С Тау-текеле был переход верст в пять на урочище Арчеты. С этого места был брод через Бухтарму, и среди долины стояла прекрасно построенная, обширная зимовка Уркунчи, принадлежавшая богатому казаху. В Арчетах долина переходила в ущелье. Прежде дорога была здесь крайне трудная, приходилось буквально карабкаться, держась за гриву лошади, по невозможным тропинкам. Недалеко от этого места был мост через Бухтарму, выстроенный солдатами. Он был перекинут высоко над водой, на протяжении пятнадцати сажен, и благополучно выдержал уже около шести лет. Между тем, напор воды был так велик, что, стоя на мосту, чувствуешь, как он дрожит. По берегу Бухтармы шли сосновые и березовые рощи, так что временами совершенно теряешь реку из виду.
Пройдя Бухтарминской долиной от Арчетов двадцать пять верст, приходишь к реке Чиндагатую, одному из истоков Бухтармы, образуемой тремя речками. Пожалуй, две из них - Чиндагатуй и Белую - можно даже назвать реками. Первый - северный исток вытекает из Бухтарминского озера (Чанген-куль), лежащего высоко в Алтае, на южном склоне Аргутского хребта; второй исток, Чиндагатуй, течет тоже с северо-востока, начинаясь в Аргутском хребте. Левый течет с юго-востока и берет начало в китайских владениях в снежном хребте, образующем южную окраину Алтайского нагорья.
Пороги - одно из самых грандиозных и живописных мест. Вдоль Белой, за порогами, имеющими обычный вид ледниковых рек, идет дорога на Суок, хорошо знакомая нашим зверовщикам-крестьянам и купцам татарам из Усть-Каменогорска. Крестьяне возили в Кобдо маральи рога и хлеб. У казахов же это была кочевая дорога.

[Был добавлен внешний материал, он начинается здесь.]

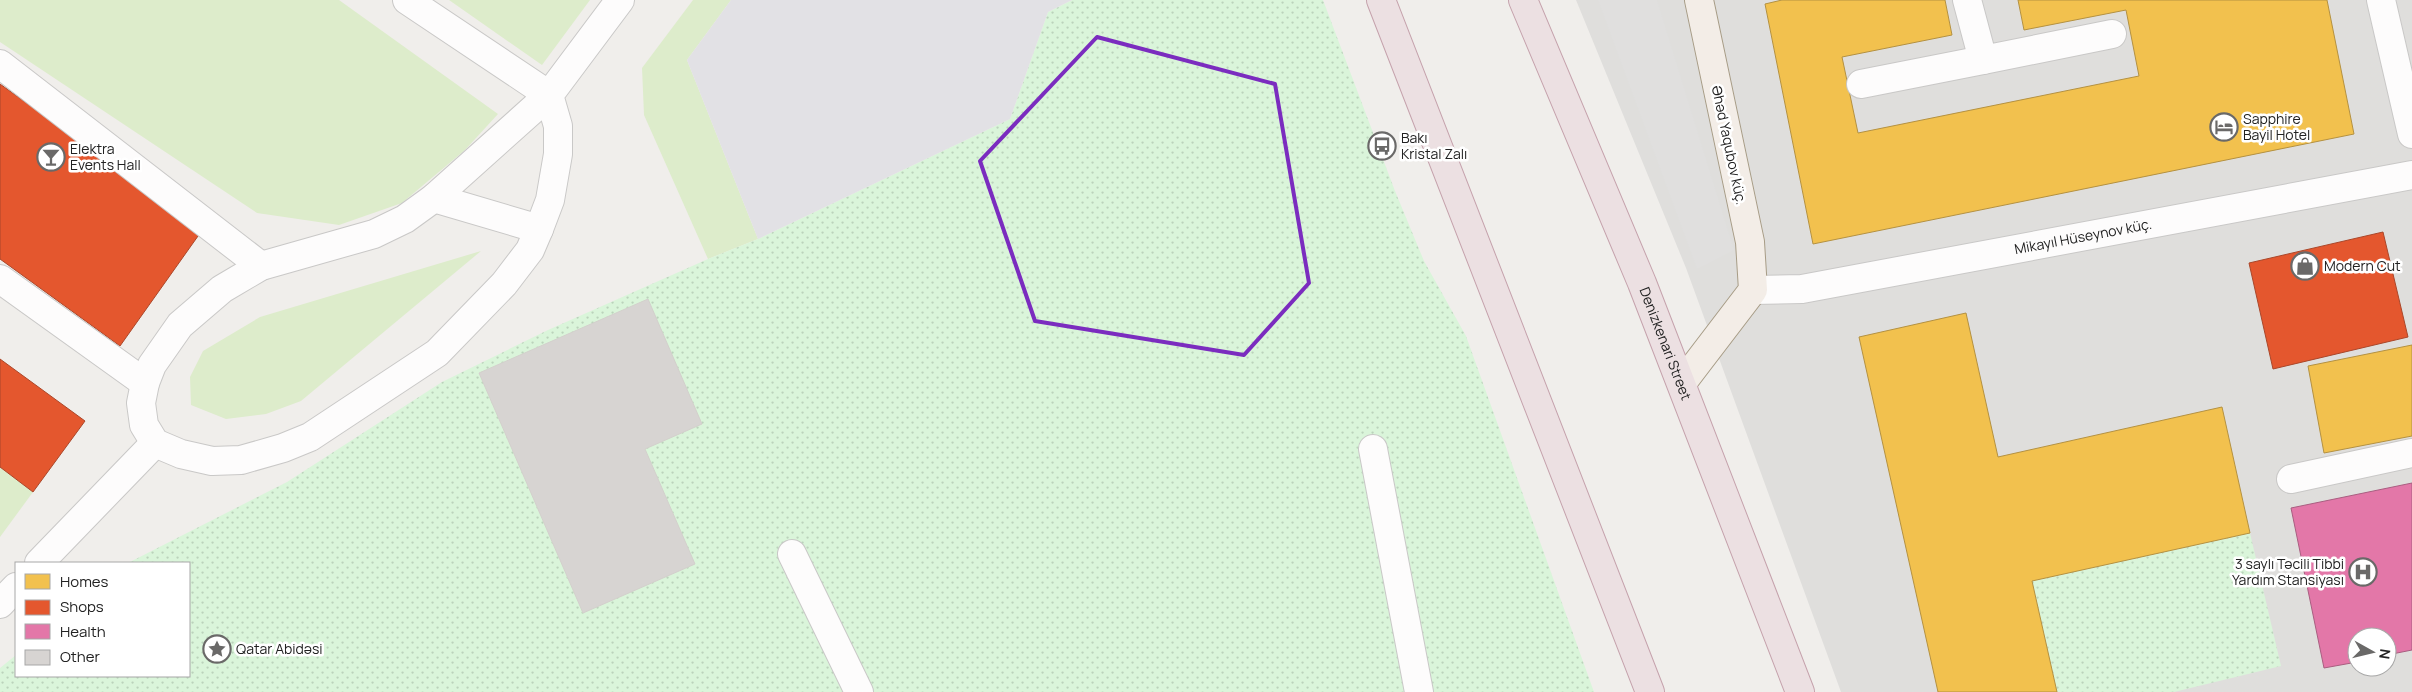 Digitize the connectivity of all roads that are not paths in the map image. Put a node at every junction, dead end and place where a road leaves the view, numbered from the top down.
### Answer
1 (407, 0) edge
2 (620, 0) edge
3 (1380, 0) edge
4 (1523, 0) edge
5 (1698, 0) edge
6 (1967, 0) edge
7 (2381, 0) edge
8 (2112, 34) dead end
9 (1983, 60) junction
10 (0, 64) edge
11 (1861, 84) dead end
12 (549, 94) junction
13 (2412, 134) edge
14 (2412, 175) edge
15 (434, 198) junction
16 (539, 229) junction
17 (261, 266) junction
18 (0, 279) edge
19 (1753, 290) junction
20 (145, 383) junction
21 (1682, 383) junction
22 (155, 443) junction
23 (1373, 449) dead end
24 (2412, 453) edge
25 (2291, 479) dead end
26 (792, 554) dead end
27 (40, 562) edge
28 (15, 588) edge
29 (0, 604) edge
30 (859, 692) edge
31 (1419, 692) edge
32 (1650, 692) edge
33 (1800, 692) edge

1 - 12 street
2 - 12 street
3 - 32 highway
4 - 21 highway, Denizkenari Street
5 - 19 main road, Əhəd Yaqubov küç.
6 - 9 street
7 - 13 street
8 - 9 street
9 - 11 street
10 - 17 street
12 - 15 street
12 - 16 street
14 - 19 street, Mikayıl Hüseynov küç.
15 - 16 street
15 - 17 street
16 - 22 street
17 - 20 street
18 - 20 street
19 - 21 main road
20 - 22 street
21 - 33 highway, Denizkenari Street
22 - 27 street
23 - 31 street
24 - 25 street
26 - 30 street
28 - 29 street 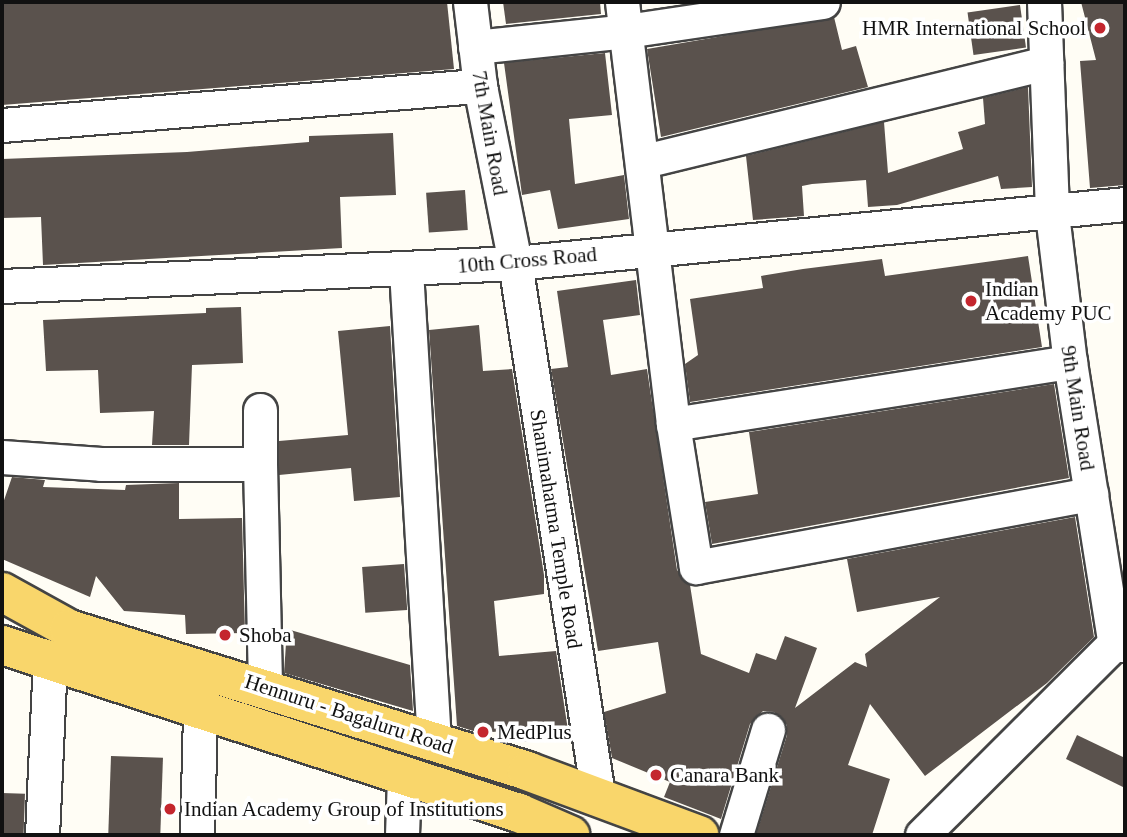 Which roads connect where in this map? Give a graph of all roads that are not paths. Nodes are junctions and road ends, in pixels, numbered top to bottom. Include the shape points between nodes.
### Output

Во время моего пребывания на Белой, туда явилась прехорошенькая урянхайка, говорившая по-казахски и в казахской одежде. Она и ее мать были куплены казахами. Мать умела дубить кожи и жила в полном удовольствии, по словам дочери, у своих владельцев. Дочь же молодой казах взял в жены. Она была с ним очень счастлива, но, на беду, он умер, и родные мужа отдали ее старику. Казахи же уверяли, что она врет. Урянхайка предложила привезти свою мать, как свидетеля. Попросив у казака лошадь, она лихо вскочила в седло и ускакала. Через несколько времени она вернулась. На крупе лошади, позади ее, болтался какой-то ток лохмотьев. Это и была ее мать, почти уже слепая. Она подтвердила показания дочери, и даже то, что своей судьбой она очень довольна, так как ее хорошо кормили и одевали. Но она просила защитить дочь. Казахи было загалдели, но Уезд заявил, что, по закону, красавица свободна, и никто продавать ее или насильно брать себе в жены не смеет. Урянхайка долго не успокаивалась, говоря: «Вы уйдете, а они меня и продадут!». Но ее успокоили тем, что Уезд поручил амбаню Чокеню соблюсти, чтоб ее не притесняли. На вопрос - что же она будет делать с своей свободой? - она гордо отвечала: «Я сама себе мужа найду!».